Today, Lux Valen will die.

We sit in a stolen minivan, not wanting to risk driving the Charger into the city and being recognized, especially as we sit outside the old Chinese restaurant, watching and waiting forLux to return. We’re being as discreet as possible, watching the restaurant from a little down the street, more than prepared to sit here for as long as it takes. Though it doesn’t go unnoticed that the pool of Stone’s blood that fell on the sidewalk all those weeks ago is still there.

Kinda gross really, and it speaks volumes about the care the city puts into keeping the streets safe and clean. Not that the Bone Reapers are going out of their way to report it and bring attention to their little operation here, and I can guarantee nobody else is either. They won’t risk drawing that kind of attention to themselves.

We came prepared. We’ve got snacks. Water. Weapons. And yes, I even brought a spare pair of panties, because we all know how I like my cookie properly packaged at all times, and I’m not prepared to put her through the same abuse she went through while on the run. Underwear is a must. Unless Stone is between my thighs. And in that case, the only appropriate panties near me are the ones he’s physically torn off with his teeth.

God, he’s such an animal. I absolutely love it.

I’ve had more than my fair share of sexual partners over the past few years. I’m one of those girls who isn’t shy about my fondness of sex. I’ll actively seek it, and most of the time, my chosen partner can get the job done. But nobody has ever taken me the way he does.

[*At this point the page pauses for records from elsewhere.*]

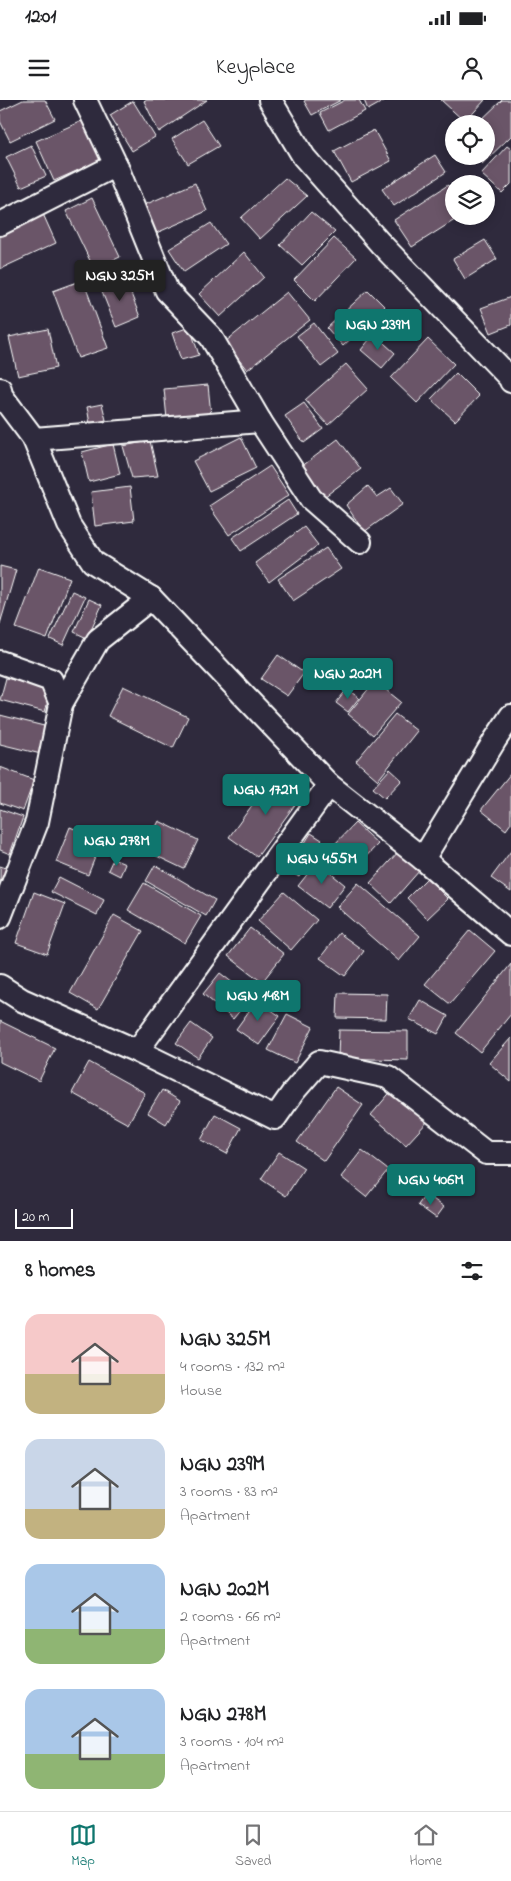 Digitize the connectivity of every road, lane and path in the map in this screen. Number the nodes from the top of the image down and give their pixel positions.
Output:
1 (85, 100) edge
2 (270, 100) edge
3 (116, 165) junction
4 (0, 224) edge
5 (511, 381) edge
6 (0, 389) edge
7 (260, 421) junction
8 (34, 439) junction
9 (360, 542) dead end
10 (151, 598) junction
11 (0, 662) edge
12 (61, 704) junction
13 (511, 716) edge
14 (329, 785) junction
15 (423, 859) junction
16 (0, 917) edge
17 (511, 934) edge
18 (0, 986) edge
19 (137, 1051) junction
20 (511, 1153) edge

1 - 3 street
2 - 5 street
3 - 4 street
3 - 7 street
6 - 8 street
7 - 8 street
7 - 9 street
8 - 10 street
10 - 12 street
10 - 14 street
11 - 12 street
12 - 16 street
13 - 15 street
14 - 15 street
14 - 19 street
15 - 17 street
18 - 19 street
19 - 20 street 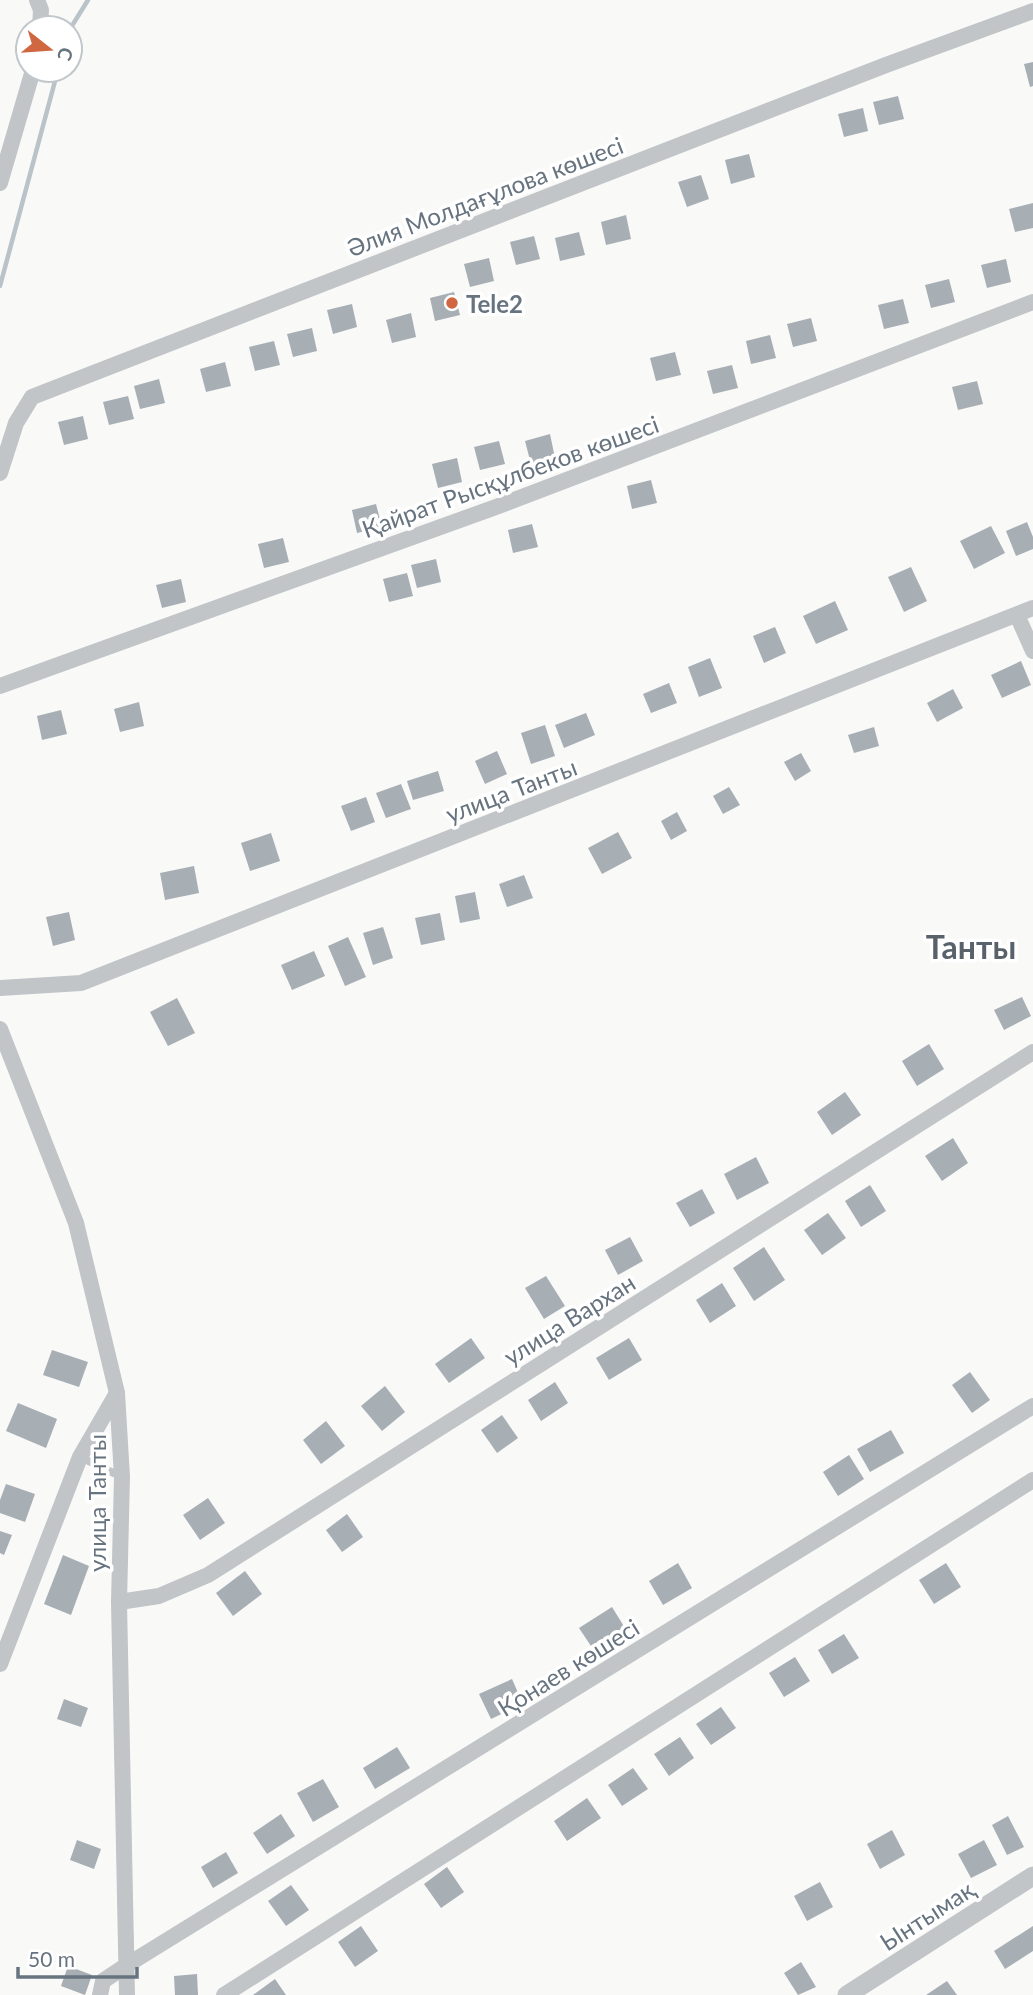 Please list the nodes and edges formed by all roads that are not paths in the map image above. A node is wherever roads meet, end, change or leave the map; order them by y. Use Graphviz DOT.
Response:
graph roads {
  1 [pos="1033,11"];
  2 [pos="29,84"];
  3 [pos="0,183"];
  4 [pos="1033,302"];
  5 [pos="0,473"];
  6 [pos="1033,608"];
  7 [pos="1017,615"];
  8 [pos="1033,651"];
  9 [pos="0,686"];
  10 [pos="0,988"];
  11 [pos="0,1029"];
  12 [pos="1033,1052"];
  13 [pos="117,1393"];
  14 [pos="1033,1406"];
  15 [pos="80,1457"];
  16 [pos="122,1477"];
  17 [pos="1033,1480"];
  18 [pos="119,1602"];
  19 [pos="0,1664"];
  20 [pos="1033,1876"];
  21 [pos="127,1965"];
  22 [pos="100,1995"];
  23 [pos="127,1995"];
  24 [pos="224,1995"];
  25 [pos="847,1995"];
  1 -- 5 [label="street, Әлия Молдағұлова көшесі"];
  2 -- 3 [label="street"];
  4 -- 9 [label="street, Қайрат Рысқұлбеков көшесі"];
  6 -- 7 [label="street, улица Танты"];
  7 -- 8 [label="street"];
  7 -- 10 [label="street, улица Танты"];
  11 -- 13 [label="street, улица Танты"];
  12 -- 18 [label="street, улица Вархан"];
  13 -- 15 [label="street"];
  13 -- 16 [label="street, улица Танты"];
  14 -- 21 [label="street, Қонаев көшесі"];
  15 -- 16 [label="lane"];
  15 -- 19 [label="street"];
  16 -- 18 [label="street, улица Танты"];
  17 -- 24 [label="street"];
  18 -- 21 [label="street, улица Танты"];
  20 -- 25 [label="street, Ынтымақ"];
  21 -- 22 [label="street, Қонаев көшесі"];
  21 -- 23 [label="street, улица Танты"];
}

Maybe it’s the seven years of deprivation. He grew a hunger for pussy that can’t possibly be sated, and that’s the kind of man I will never let go of. And it’s not just that massive cock. It’s his tongue. His mouth. His skilled fingers. He enjoys getting me off just as much as he likes getting off himself.

When he’s not out in the field, he’s inside of me. We spend every spare moment making up for lost time, but I have to be honest, a part of me is disappointed in myself. When all my memories came back, it became apparent that I had been savingmyself for Stone. At seventeen, there was no way he was about to pop that cherry, but I was ready to wait. I’d already fallen for him, and I knew that he was going to be my first. But after my memories faded away, that part of me went right along with it.

I didn’t even know if I was still a virgin when I had sex for the first time, though it became more than apparent when the guy slammed into me, and it hurt like a fucking bitch. It wasn’t a great experience, and I can’t even blame him. That particular clusterfuck was all on me. I was freshly eighteen and had only been out of the hospital for a few months. I had an itch and wanted it scratched, so I found the first willing guy, seduced him at a party, and went for gold.

In hindsight, I should have taken my time.